/O dedo de silicone

Jorge Forbes

 

Parece um artigo pornográfico,
quando damos como título: “O dedo de silicone”. Fantasias explodem nas cabeças
ávidas por demonstrarem sua esperteza na matéria sexual. E, no entanto, não é
nada erótico esse dedo; ele só faz alusão à mais recente traquinagem descoberta
nas hostes das safadezas contra a cidadania. Não é que foi pega uma autoescola
em São Paulo que para evitar o penoso esforço, a seus honestos clientes, de
terem de comparecer às aulas preparatórias ao exame de motorista, com presença
controlada biometricamente pela impressão digital, resolveu tecnicamente a
questão, burlando o controle com dedos de silicone cuidadosamente
confeccionados para esse fim? Os dedos foram achados muito bem catalogados,
todos com a devida identidade do proprietário, para que não houvesse falso
reconhecimento, é claro. A cada um o seu dedo!

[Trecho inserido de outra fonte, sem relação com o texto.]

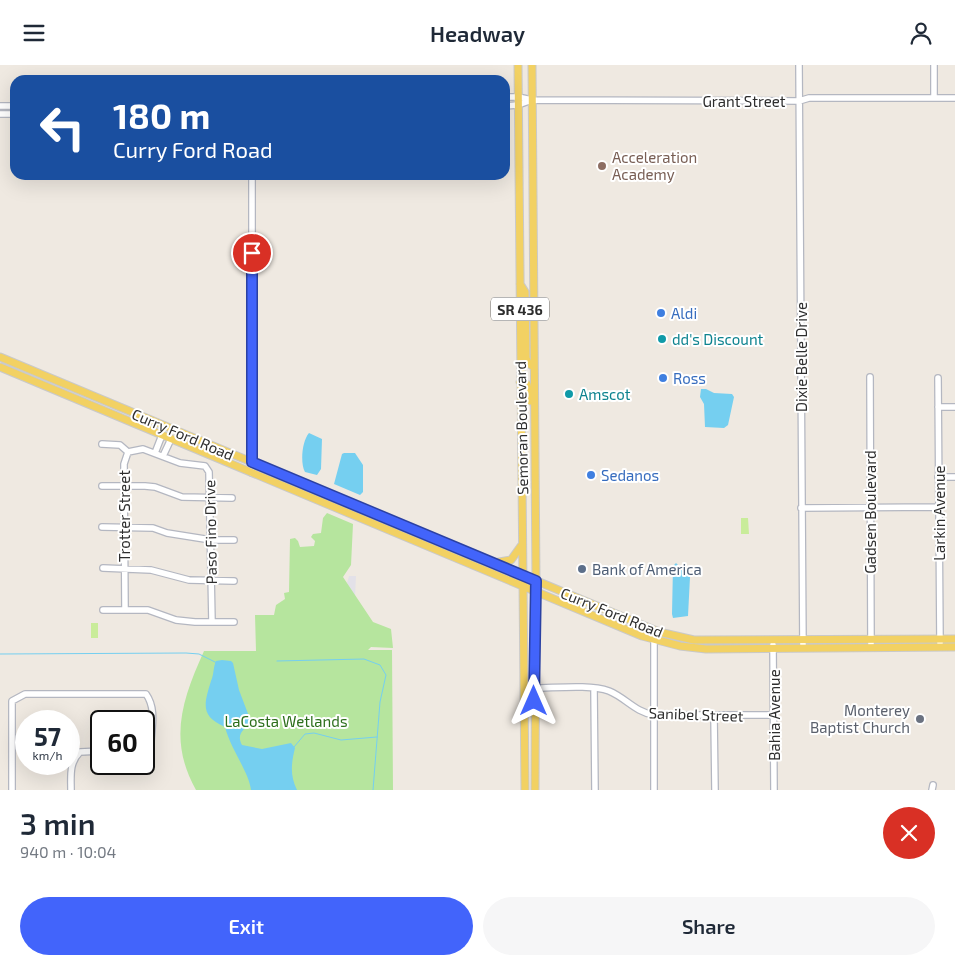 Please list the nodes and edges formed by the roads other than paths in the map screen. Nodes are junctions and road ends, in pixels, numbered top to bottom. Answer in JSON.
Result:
{"nodes":[{"id":1,"x":518,"y":65,"type":"edge"},
{"id":2,"x":532,"y":65,"type":"edge"},
{"id":3,"x":799,"y":65,"type":"edge"},
{"id":4,"x":934,"y":65,"type":"edge"},
{"id":5,"x":510,"y":97,"type":"edge"},
{"id":6,"x":518,"y":97,"type":"junction"},
{"id":7,"x":934,"y":98,"type":"junction"},
{"id":8,"x":955,"y":98,"type":"edge"},
{"id":9,"x":532,"y":100,"type":"junction"},
{"id":10,"x":799,"y":101,"type":"junction"},
{"id":11,"x":518,"y":105,"type":"junction"},
{"id":12,"x":510,"y":106,"type":"edge"},
{"id":13,"x":252,"y":180,"type":"edge"},
{"id":14,"x":519,"y":212,"type":"junction"},
{"id":15,"x":533,"y":236,"type":"junction"},
{"id":16,"x":520,"y":283,"type":"junction"},
{"id":17,"x":0,"y":357,"type":"edge"},
{"id":18,"x":0,"y":367,"type":"edge"},
{"id":19,"x":534,"y":367,"type":"junction"},
{"id":20,"x":870,"y":377,"type":"dead end"},
{"id":21,"x":938,"y":378,"type":"dead end"},
{"id":22,"x":520,"y":382,"type":"junction"},
{"id":23,"x":75,"y":398,"type":"junction"},
{"id":24,"x":114,"y":405,"type":"junction"},
{"id":25,"x":938,"y":407,"type":"junction"},
{"id":26,"x":955,"y":407,"type":"edge"},
{"id":27,"x":98,"y":408,"type":"junction"},
{"id":28,"x":534,"y":411,"type":"junction"},
{"id":29,"x":164,"y":425,"type":"junction"},
{"id":30,"x":162,"y":435,"type":"junction"},
{"id":31,"x":171,"y":439,"type":"junction"},
{"id":32,"x":102,"y":444,"type":"dead end"},
{"id":33,"x":214,"y":447,"type":"junction"},
{"id":34,"x":128,"y":452,"type":"junction"},
{"id":35,"x":155,"y":453,"type":"junction"},
{"id":36,"x":163,"y":456,"type":"junction"},
{"id":37,"x":252,"y":462,"type":"junction"},
{"id":38,"x":252,"y":473,"type":"junction"},
{"id":39,"x":938,"y":477,"type":"junction"},
{"id":40,"x":955,"y":477,"type":"edge"},
{"id":41,"x":102,"y":486,"type":"dead end"},
{"id":42,"x":124,"y":486,"type":"junction"},
{"id":43,"x":211,"y":498,"type":"junction"},
{"id":44,"x":232,"y":498,"type":"dead end"},
{"id":45,"x":320,"y":501,"type":"junction"},
{"id":46,"x":870,"y":507,"type":"junction"},
{"id":47,"x":939,"y":507,"type":"junction"},
{"id":48,"x":801,"y":508,"type":"junction"},
{"id":49,"x":373,"y":513,"type":"junction"},
{"id":50,"x":372,"y":523,"type":"junction"},
{"id":51,"x":102,"y":527,"type":"dead end"},
{"id":52,"x":124,"y":527,"type":"junction"},
{"id":53,"x":430,"y":537,"type":"junction"},
{"id":54,"x":211,"y":540,"type":"junction"},
{"id":55,"x":234,"y":540,"type":"dead end"},
{"id":56,"x":522,"y":543,"type":"junction"},
{"id":57,"x":492,"y":563,"type":"junction"},
{"id":58,"x":103,"y":568,"type":"dead end"},
{"id":59,"x":125,"y":568,"type":"junction"},
{"id":60,"x":523,"y":575,"type":"junction"},
{"id":61,"x":211,"y":581,"type":"junction"},
{"id":62,"x":234,"y":581,"type":"dead end"},
{"id":63,"x":536,"y":581,"type":"junction"},
{"id":64,"x":523,"y":587,"type":"junction"},
{"id":65,"x":536,"y":592,"type":"junction"},
{"id":66,"x":125,"y":609,"type":"junction"},
{"id":67,"x":103,"y":610,"type":"dead end"},
{"id":68,"x":212,"y":622,"type":"junction"},
{"id":69,"x":234,"y":622,"type":"dead end"},
{"id":70,"x":654,"y":639,"type":"junction"},
{"id":71,"x":939,"y":639,"type":"junction"},
{"id":72,"x":955,"y":639,"type":"edge"},
{"id":73,"x":694,"y":640,"type":"junction"},
{"id":74,"x":773,"y":644,"type":"junction"},
{"id":75,"x":803,"y":644,"type":"junction"},
{"id":76,"x":871,"y":644,"type":"junction"},
{"id":77,"x":941,"y":647,"type":"junction"},
{"id":78,"x":955,"y":647,"type":"edge"},
{"id":79,"x":534,"y":688,"type":"junction"},
{"id":80,"x":594,"y":688,"type":"junction"},
{"id":81,"x":152,"y":710,"type":"edge"},
{"id":82,"x":654,"y":715,"type":"junction"},
{"id":83,"x":774,"y":715,"type":"junction"},
{"id":84,"x":714,"y":716,"type":"junction"},
{"id":85,"x":90,"y":752,"type":"edge"},
{"id":86,"x":12,"y":790,"type":"edge"},
{"id":87,"x":71,"y":790,"type":"edge"},
{"id":88,"x":526,"y":790,"type":"edge"},
{"id":89,"x":535,"y":790,"type":"edge"},
{"id":90,"x":595,"y":790,"type":"edge"},
{"id":91,"x":654,"y":790,"type":"edge"},
{"id":92,"x":714,"y":790,"type":"edge"},
{"id":93,"x":774,"y":790,"type":"edge"}],
"edges":[{"from":1,"to":6,"type":"main road","name":"Semoran Boulevard","number":"SR 436"},
{"from":2,"to":9,"type":"main road","name":"Semoran Boulevard","number":"SR 436"},
{"from":3,"to":10,"type":"street","name":"Dixie Belle Drive"},
{"from":4,"to":7,"type":"street"},
{"from":5,"to":6,"type":"street","name":"Grant Street"},
{"from":6,"to":9,"type":"street","name":"Grant Street"},
{"from":6,"to":11,"type":"main road","name":"Semoran Boulevard","number":"SR 436"},
{"from":7,"to":8,"type":"street","name":"Grant Street"},
{"from":7,"to":10,"type":"street","name":"Grant Street"},
{"from":9,"to":10,"type":"street","name":"Grant Street"},
{"from":9,"to":11,"type":"street","name":"Grant Street"},
{"from":9,"to":15,"type":"main road","name":"Semoran Boulevard","number":"SR 436"},
{"from":10,"to":48,"type":"street","name":"Dixie Belle Drive"},
{"from":11,"to":12,"type":"street","name":"Grant Street"},
{"from":11,"to":14,"type":"main road","name":"Semoran Boulevard","number":"SR 436"},
{"from":13,"to":37,"type":"street"},
{"from":14,"to":15,"type":"main road"},
{"from":14,"to":16,"type":"main road","name":"Semoran Boulevard","number":"SR 436"},
{"from":15,"to":19,"type":"main road","name":"Semoran Boulevard","number":"SR 436"},
{"from":16,"to":19,"type":"main road"},
{"from":16,"to":22,"type":"main road","name":"Semoran Boulevard","number":"SR 436"},
{"from":17,"to":24,"type":"main road","name":"Curry Ford Road"},
{"from":18,"to":23,"type":"main road","name":"Curry Ford Road"},
{"from":19,"to":28,"type":"main road","name":"Semoran Boulevard","number":"SR 436"},
{"from":20,"to":46,"type":"street","name":"Gadsen Boulevard"},
{"from":21,"to":25,"type":"street","name":"Larkin Avenue"},
{"from":22,"to":28,"type":"main road"},
{"from":22,"to":56,"type":"main road","name":"Semoran Boulevard","number":"SR 436"},
{"from":23,"to":24,"type":"main road"},
{"from":23,"to":27,"type":"main road","name":"Curry Ford Road"},
{"from":24,"to":29,"type":"main road","name":"Curry Ford Road"},
{"from":25,"to":26,"type":"street"},
{"from":25,"to":39,"type":"street","name":"Larkin Avenue"},
{"from":27,"to":29,"type":"main road"},
{"from":27,"to":30,"type":"main road","name":"Curry Ford Road"},
{"from":28,"to":63,"type":"main road","name":"Semoran Boulevard","number":"SR 436"},
{"from":29,"to":33,"type":"main road","name":"Curry Ford Road"},
{"from":30,"to":31,"type":"main road","name":"Curry Ford Road"},
{"from":30,"to":33,"type":"main road"},
{"from":30,"to":35,"type":"street"},
{"from":31,"to":36,"type":"street"},
{"from":31,"to":38,"type":"main road","name":"Curry Ford Road"},
{"from":32,"to":34,"type":"street"},
{"from":33,"to":37,"type":"main road","name":"Curry Ford Road"},
{"from":34,"to":35,"type":"street","name":"Trotter Street"},
{"from":34,"to":42,"type":"street","name":"Trotter Street"},
{"from":35,"to":36,"type":"street","name":"Paso Fino Drive"},
{"from":36,"to":43,"type":"street","name":"Paso Fino Drive"},
{"from":37,"to":38,"type":"street"},
{"from":37,"to":49,"type":"main road","name":"Curry Ford Road"},
{"from":38,"to":45,"type":"main road","name":"Curry Ford Road"},
{"from":39,"to":40,"type":"street"},
{"from":39,"to":47,"type":"street","name":"Larkin Avenue"},
{"from":41,"to":42,"type":"street"},
{"from":42,"to":43,"type":"street"},
{"from":42,"to":52,"type":"street","name":"Trotter Street"},
{"from":43,"to":44,"type":"street"},
{"from":43,"to":54,"type":"street","name":"Paso Fino Drive"},
{"from":45,"to":49,"type":"main road"},
{"from":45,"to":50,"type":"main road","name":"Curry Ford Road"},
{"from":46,"to":47,"type":"street"},
{"from":46,"to":48,"type":"street"},
{"from":46,"to":76,"type":"street","name":"Gadsen Boulevard"},
{"from":47,"to":71,"type":"street","name":"Larkin Avenue"},
{"from":48,"to":75,"type":"street","name":"Dixie Belle Drive"},
{"from":49,"to":53,"type":"main road","name":"Curry Ford Road"},
{"from":50,"to":53,"type":"main road"},
{"from":50,"to":64,"type":"main road","name":"Curry Ford Road"},
{"from":51,"to":52,"type":"street"},
{"from":52,"to":54,"type":"street"},
{"from":52,"to":59,"type":"street","name":"Trotter Street"},
{"from":53,"to":57,"type":"main road","name":"Curry Ford Road"},
{"from":54,"to":55,"type":"street"},
{"from":54,"to":61,"type":"street","name":"Paso Fino Drive"},
{"from":56,"to":57,"type":"main road"},
{"from":56,"to":60,"type":"main road","name":"Semoran Boulevard","number":"SR 436"},
{"from":57,"to":60,"type":"main road","name":"Curry Ford Road"},
{"from":58,"to":59,"type":"street"},
{"from":59,"to":61,"type":"street"},
{"from":59,"to":66,"type":"street","name":"Trotter Street"},
{"from":60,"to":63,"type":"main road","name":"Curry Ford Road"},
{"from":60,"to":64,"type":"main road","name":"Semoran Boulevard","number":"SR 436"},
{"from":61,"to":62,"type":"street"},
{"from":61,"to":68,"type":"street","name":"Paso Fino Drive"},
{"from":63,"to":65,"type":"main road","name":"Semoran Boulevard","number":"SR 436"},
{"from":63,"to":73,"type":"main road","name":"Curry Ford Road"},
{"from":64,"to":65,"type":"main road","name":"Curry Ford Road"},
{"from":64,"to":88,"type":"main road","name":"Semoran Boulevard","number":"SR 436"},
{"from":65,"to":70,"type":"main road","name":"Curry Ford Road"},
{"from":65,"to":79,"type":"main road","name":"Semoran Boulevard","number":"SR 436"},
{"from":66,"to":67,"type":"street"},
{"from":66,"to":68,"type":"street"},
{"from":68,"to":69,"type":"street"},
{"from":70,"to":73,"type":"main road"},
{"from":70,"to":74,"type":"main road","name":"Curry Ford Road"},
{"from":70,"to":82,"type":"street"},
{"from":71,"to":72,"type":"main road","name":"Curry Ford Road"},
{"from":71,"to":76,"type":"main road","name":"Curry Ford Road"},
{"from":71,"to":77,"type":"street","name":"Larkin Avenue"},
{"from":73,"to":74,"type":"main road","name":"Curry Ford Road"},
{"from":74,"to":75,"type":"main road","name":"Curry Ford Road"},
{"from":74,"to":83,"type":"street","name":"Bahia Avenue"},
{"from":75,"to":76,"type":"main road","name":"Curry Ford Road"},
{"from":76,"to":77,"type":"main road","name":"Curry Ford Road"},
{"from":77,"to":78,"type":"main road","name":"Curry Ford Road"},
{"from":79,"to":80,"type":"street","name":"Sanibel Street"},
{"from":79,"to":89,"type":"main road","name":"Semoran Boulevard","number":"SR 436"},
{"from":80,"to":82,"type":"street","name":"Sanibel Street"},
{"from":80,"to":90,"type":"street"},
{"from":81,"to":86,"type":"street"},
{"from":82,"to":84,"type":"street","name":"Sanibel Street"},
{"from":82,"to":91,"type":"street"},
{"from":83,"to":84,"type":"street","name":"Sanibel Street"},
{"from":83,"to":93,"type":"street","name":"Bahia Avenue"},
{"from":84,"to":92,"type":"street"},
{"from":85,"to":87,"type":"street"}]}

Esse acontecimento tragicômico
lança luz reflexiva sobre uma questão bem atual: o controle dos corpos. Numa
evolução estonteante, fomos daquela maquininha chamada de babá eletrônica,
simples engenhoca que colocávamos nos berços das crianças para sermos avisados
de seu choro, até sofisticados sistemas de áudio e vídeo, usados em múltiplas
faixas etárias: o bebê, o escolar, o velho. Quem vai impedir pais ou filhos
preocupados com pajens desconhecidas de vigiarem seus movimentos, ao saírem e
deixarem seus filhos, ou seus pais, com esses potenciais agentes da maldade?
Muito difícil. Foi-se o tempo em que por mais que a curiosidade matasse,
jamais, mas jamais mesmo, uma pessoa abriria uma carta ou uma gaveta de alguém.
Hoje, em nome da insegurança social, e facilitado pelo avanço tecnológico,
vai-se muito além da gaveta, na proliferação preocupante de câmeras e
microfones escondidos. Ainda se respeita certos ambientes, o banheiro, por
exemplo, mas é questão de tempo para que essa onda avance também nessa praia.

A biometria já foi muito
combatida no meio acadêmico-intelectual pela sua característica invasiva e
controladora dos humanos. Giorgio Agamben, por exemplo, filósofo italiano da
melhor cepa, renunciou a uma série de conferências convidadas nos Estados
Unidos, a partir do dia em que esses começaram a exigir a impressão digital na
entrada daquele país. O fato é que a progressão do reconhecimento digital de
nossos corpos é inevitável. Resta saber, apesar disso, se o pesadelo do
controle total é exequível. A resposta é não. A cada avanço das bugigangas de
vigiar o outro, pensando que nada escapa às máquinas, surgem novas escaramuças.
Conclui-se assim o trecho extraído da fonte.